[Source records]
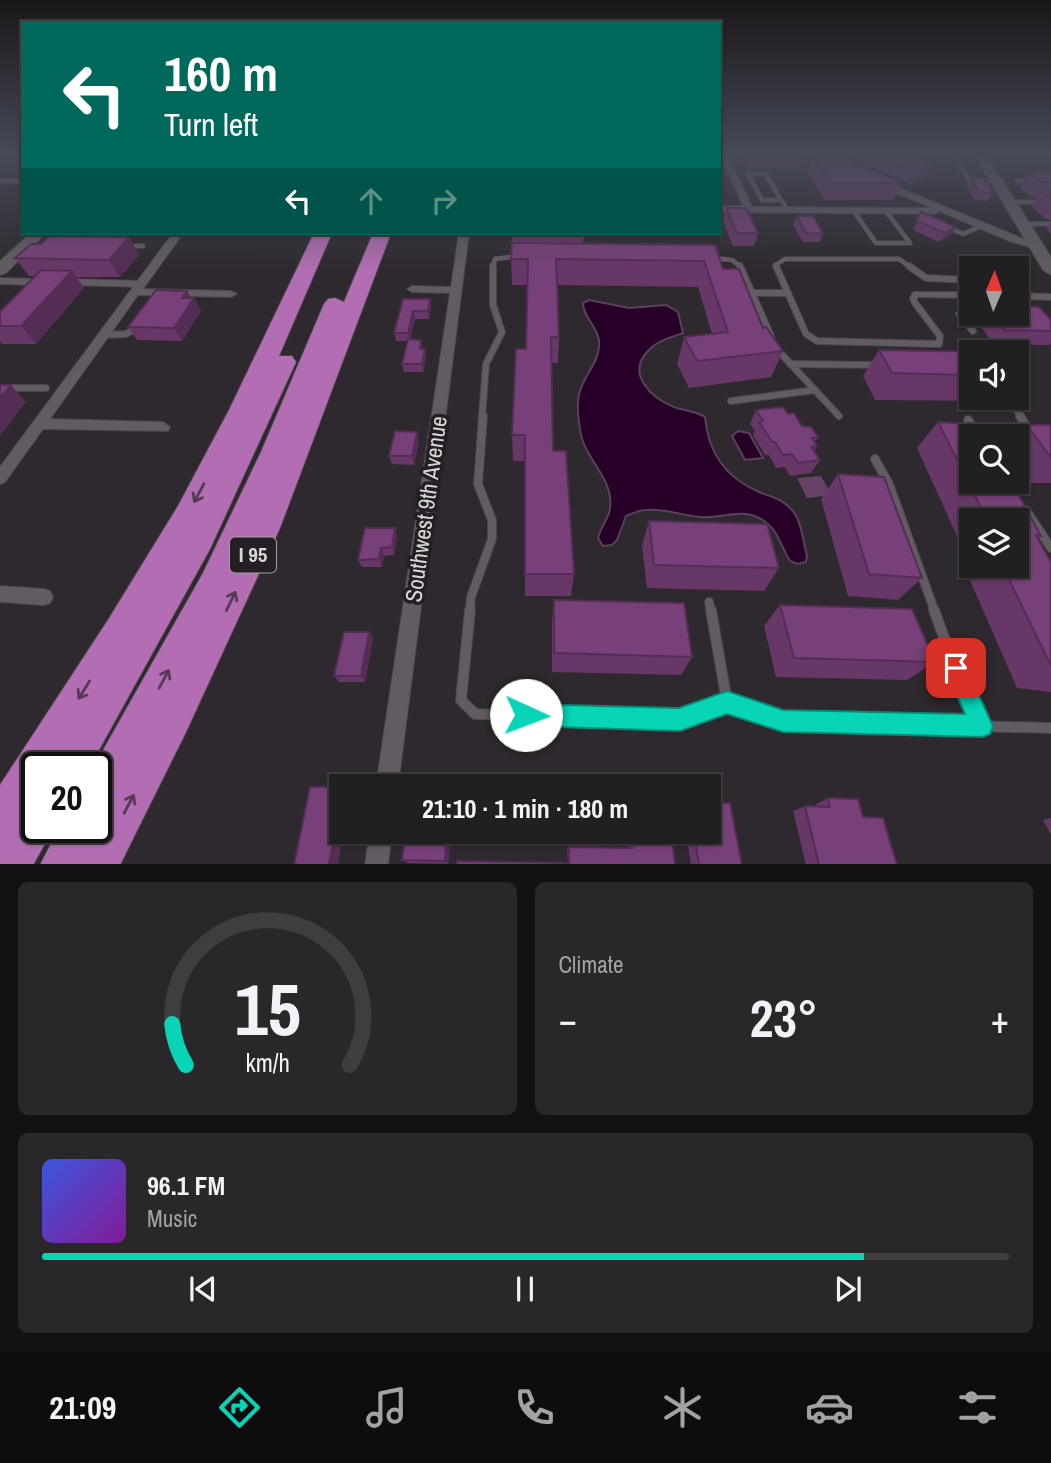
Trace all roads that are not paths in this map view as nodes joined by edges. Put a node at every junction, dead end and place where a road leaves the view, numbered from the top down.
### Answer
1 (740, 191) edge
2 (757, 191) edge
3 (776, 191) edge
4 (898, 191) edge
5 (1002, 191) edge
6 (1009, 202) junction
7 (1051, 202) edge
8 (784, 205) junction
9 (721, 209) edge
10 (749, 209) junction
11 (853, 210) junction
12 (885, 210) junction
13 (910, 211) junction
14 (944, 211) junction
15 (932, 220) edge
16 (1023, 223) junction
17 (1051, 224) edge
18 (942, 225) edge
19 (981, 226) junction
20 (177, 235) edge
21 (322, 235) edge
22 (341, 235) edge
23 (362, 235) edge
24 (381, 235) edge
25 (464, 235) edge
26 (32, 242) edge
27 (118, 246) edge
28 (143, 246) dead end
29 (1041, 246) junction
30 (531, 257) edge
31 (695, 258) edge
32 (0, 270) edge
33 (1051, 270) edge
34 (959, 280) edge
35 (0, 281) edge
36 (33, 282) junction
37 (47, 282) edge
38 (61, 282) edge
39 (139, 288) junction
40 (412, 289) dead end
41 (25, 290) edge
42 (457, 290) junction
43 (163, 292) junction
44 (752, 293) junction
45 (788, 293) junction
46 (231, 294) dead end
47 (916, 295) joint
48 (959, 295) edge
49 (1029, 296) edge
50 (1051, 297) edge
51 (156, 303) edge
52 (142, 322) edge
53 (969, 326) edge
54 (973, 331) dead end
55 (105, 335) junction
56 (790, 364) junction
57 (888, 366) edge
58 (0, 388) edge
59 (46, 388) dead end
60 (815, 390) junction
61 (731, 401) dead end
62 (1017, 410) edge
63 (839, 416) dead end
64 (968, 420) dead end
65 (39, 424) junction
66 (970, 424) edge
67 (163, 427) dead end
68 (1030, 433) edge
69 (875, 459) dead end
70 (0, 478) edge
71 (1018, 499) edge
72 (1051, 548) edge
73 (0, 594) edge
74 (44, 597) dead end
75 (709, 602) dead end
76 (727, 702) junction
77 (982, 726) junction
78 (1051, 728) edge
79 (76, 752) edge
80 (112, 774) edge
81 (389, 774) edge
82 (0, 822) edge
83 (21, 843) edge
84 (74, 843) edge
85 (379, 844) edge
86 (8, 864) edge
87 (61, 864) edge
88 (97, 864) edge
89 (376, 864) edge

1 - 10 street
2 - 8 lane
3 - 8 lane
4 - 14 street
5 - 6 main road
6 - 7 lane
6 - 16 main road
8 - 10 street
8 - 11 street
9 - 10 street
11 - 12 street
11 - 12 lane
12 - 13 street
13 - 14 street
13 - 15 lane
14 - 19 street
16 - 17 lane
16 - 29 main road
18 - 19 lane
19 - 29 street
20 - 39 street
21 -> 82 highway
22 - 79 highway
80 -> 23 highway
88 -> 24 highway, I 95
25 - 42 street, Southwest 9th Avenue
26 - 32 main road
27 - 28 lane
29 - 33 main road
30 - 76 lane
31 - 44 lane
34 - 45 lane
35 - 36 lane
36 - 37 lane
36 - 41 lane
38 - 39 lane
39 - 43 street
39 - 55 street
40 - 42 street
42 - 81 street, Southwest 9th Avenue
43 - 46 street
43 - 51 lane
44 - 45 lane
44 - 56 lane
45 - 47 lane
47 - 48 street
49 - 50 street
52 - 55 lane
53 - 54 lane
55 - 65 street
56 - 57 lane
56 - 60 lane
58 - 59 lane
60 - 61 lane
60 - 63 lane
62 - 68 lane
64 - 66 lane
65 - 67 street
65 - 70 street
69 - 77 lane
71 - 72 lane
73 - 74 street
75 - 76 lane
76 - 77 lane
77 - 78 lane
83 - 86 highway
84 - 87 highway
85 - 89 street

▶ [ASSIGNMENT] Retype the records in full, exactly as given, and omit the pictures.

▶ [THE ANSWER]
Trace all roads that are not paths in this map view as nodes joined by edges. Put a node at every junction, dead end and place where a road leaves the view, numbered from the top down.
### Answer
1 (740, 191) edge
2 (757, 191) edge
3 (776, 191) edge
4 (898, 191) edge
5 (1002, 191) edge
6 (1009, 202) junction
7 (1051, 202) edge
8 (784, 205) junction
9 (721, 209) edge
10 (749, 209) junction
11 (853, 210) junction
12 (885, 210) junction
13 (910, 211) junction
14 (944, 211) junction
15 (932, 220) edge
16 (1023, 223) junction
17 (1051, 224) edge
18 (942, 225) edge
19 (981, 226) junction
20 (177, 235) edge
21 (322, 235) edge
22 (341, 235) edge
23 (362, 235) edge
24 (381, 235) edge
25 (464, 235) edge
26 (32, 242) edge
27 (118, 246) edge
28 (143, 246) dead end
29 (1041, 246) junction
30 (531, 257) edge
31 (695, 258) edge
32 (0, 270) edge
33 (1051, 270) edge
34 (959, 280) edge
35 (0, 281) edge
36 (33, 282) junction
37 (47, 282) edge
38 (61, 282) edge
39 (139, 288) junction
40 (412, 289) dead end
41 (25, 290) edge
42 (457, 290) junction
43 (163, 292) junction
44 (752, 293) junction
45 (788, 293) junction
46 (231, 294) dead end
47 (916, 295) joint
48 (959, 295) edge
49 (1029, 296) edge
50 (1051, 297) edge
51 (156, 303) edge
52 (142, 322) edge
53 (969, 326) edge
54 (973, 331) dead end
55 (105, 335) junction
56 (790, 364) junction
57 (888, 366) edge
58 (0, 388) edge
59 (46, 388) dead end
60 (815, 390) junction
61 (731, 401) dead end
62 (1017, 410) edge
63 (839, 416) dead end
64 (968, 420) dead end
65 (39, 424) junction
66 (970, 424) edge
67 (163, 427) dead end
68 (1030, 433) edge
69 (875, 459) dead end
70 (0, 478) edge
71 (1018, 499) edge
72 (1051, 548) edge
73 (0, 594) edge
74 (44, 597) dead end
75 (709, 602) dead end
76 (727, 702) junction
77 (982, 726) junction
78 (1051, 728) edge
79 (76, 752) edge
80 (112, 774) edge
81 (389, 774) edge
82 (0, 822) edge
83 (21, 843) edge
84 (74, 843) edge
85 (379, 844) edge
86 (8, 864) edge
87 (61, 864) edge
88 (97, 864) edge
89 (376, 864) edge

1 - 10 street
2 - 8 lane
3 - 8 lane
4 - 14 street
5 - 6 main road
6 - 7 lane
6 - 16 main road
8 - 10 street
8 - 11 street
9 - 10 street
11 - 12 street
11 - 12 lane
12 - 13 street
13 - 14 street
13 - 15 lane
14 - 19 street
16 - 17 lane
16 - 29 main road
18 - 19 lane
19 - 29 street
20 - 39 street
21 -> 82 highway
22 - 79 highway
80 -> 23 highway
88 -> 24 highway, I 95
25 - 42 street, Southwest 9th Avenue
26 - 32 main road
27 - 28 lane
29 - 33 main road
30 - 76 lane
31 - 44 lane
34 - 45 lane
35 - 36 lane
36 - 37 lane
36 - 41 lane
38 - 39 lane
39 - 43 street
39 - 55 street
40 - 42 street
42 - 81 street, Southwest 9th Avenue
43 - 46 street
43 - 51 lane
44 - 45 lane
44 - 56 lane
45 - 47 lane
47 - 48 street
49 - 50 street
52 - 55 lane
53 - 54 lane
55 - 65 street
56 - 57 lane
56 - 60 lane
58 - 59 lane
60 - 61 lane
60 - 63 lane
62 - 68 lane
64 - 66 lane
65 - 67 street
65 - 70 street
69 - 77 lane
71 - 72 lane
73 - 74 street
75 - 76 lane
76 - 77 lane
77 - 78 lane
83 - 86 highway
84 - 87 highway
85 - 89 street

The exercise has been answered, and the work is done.